Background: Patients with chronic heart failure have complex care needs which can be addressed by case management interventions. Monitoring lists for heart failure were developed and tested as part of a trial evaluating primary care-based case management of patients with heart failure (HICMan).
Method: Design and characteristics of the monitoring lists used during the HICMan trial are described in order to evaluate technical feasibility and time expenditure. In a secondary analysis of data from the HICMan trial descriptive statistics were used.
Results: Two checklists were developed on the basis of evidence-based guidelines to regularly monitor heart failure patients by phone and home visits. These checklists contain questions about heart failure symptoms and signs (precursors) of clinical deterioration. Ninety-seven heart failure patients (64 NYHA class I/II, 33 NYHA class III) were monitored for 12 months. Eighteen critical incidents like acute angina pectoris or acute dyspnoea occurred during the study, two of them leading to immediate hospital admissions.
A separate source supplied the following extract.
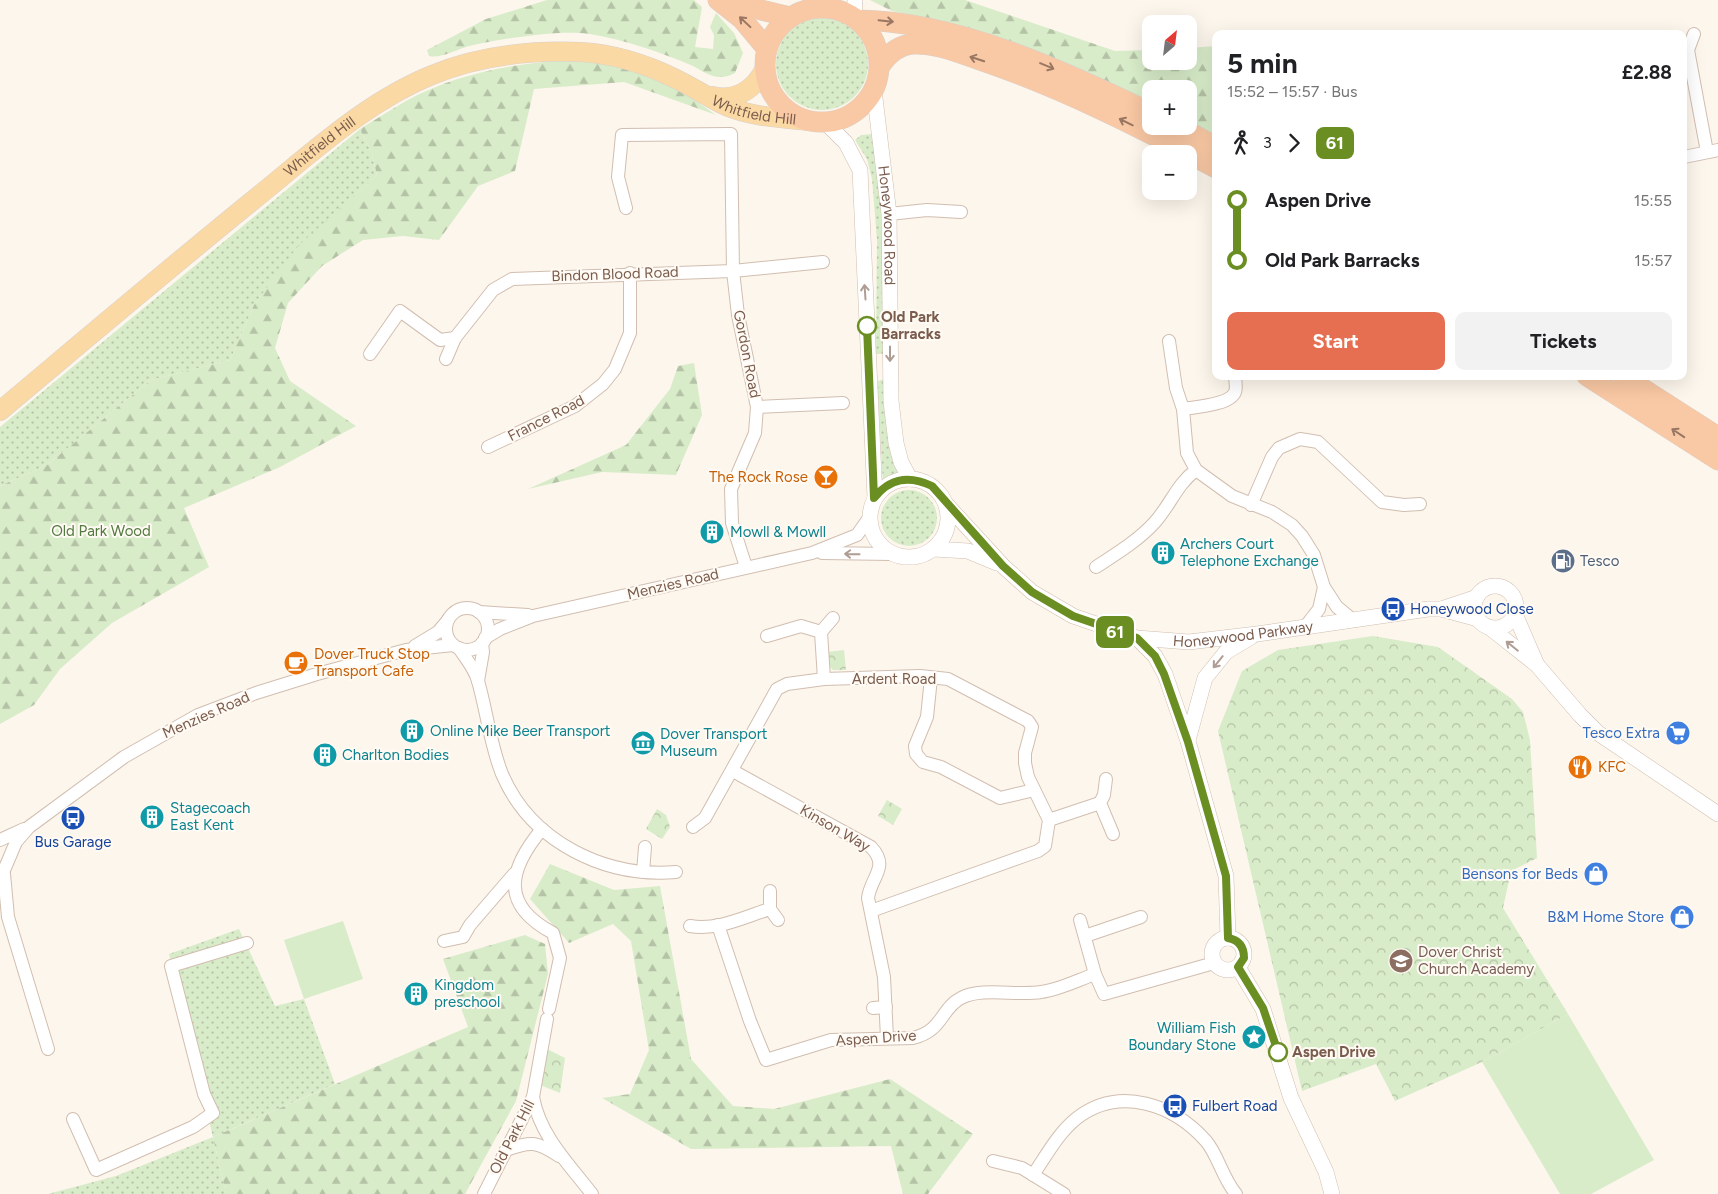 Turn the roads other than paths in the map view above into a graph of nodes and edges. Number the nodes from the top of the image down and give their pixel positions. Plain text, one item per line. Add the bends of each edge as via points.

Patients with NYHA class III had significantly more potentially clinically relevant incidents than patients with NYHA class I/II. Mean [SD, range] time expenditure for telephone monitoring was 10min [± 5min, 2 to 38min], for home visits 53min [± 13min, 18 to 90min]. Both monitoring lists appeared to be plausible and feasible tools for the primary care-based case management of heart failure patients.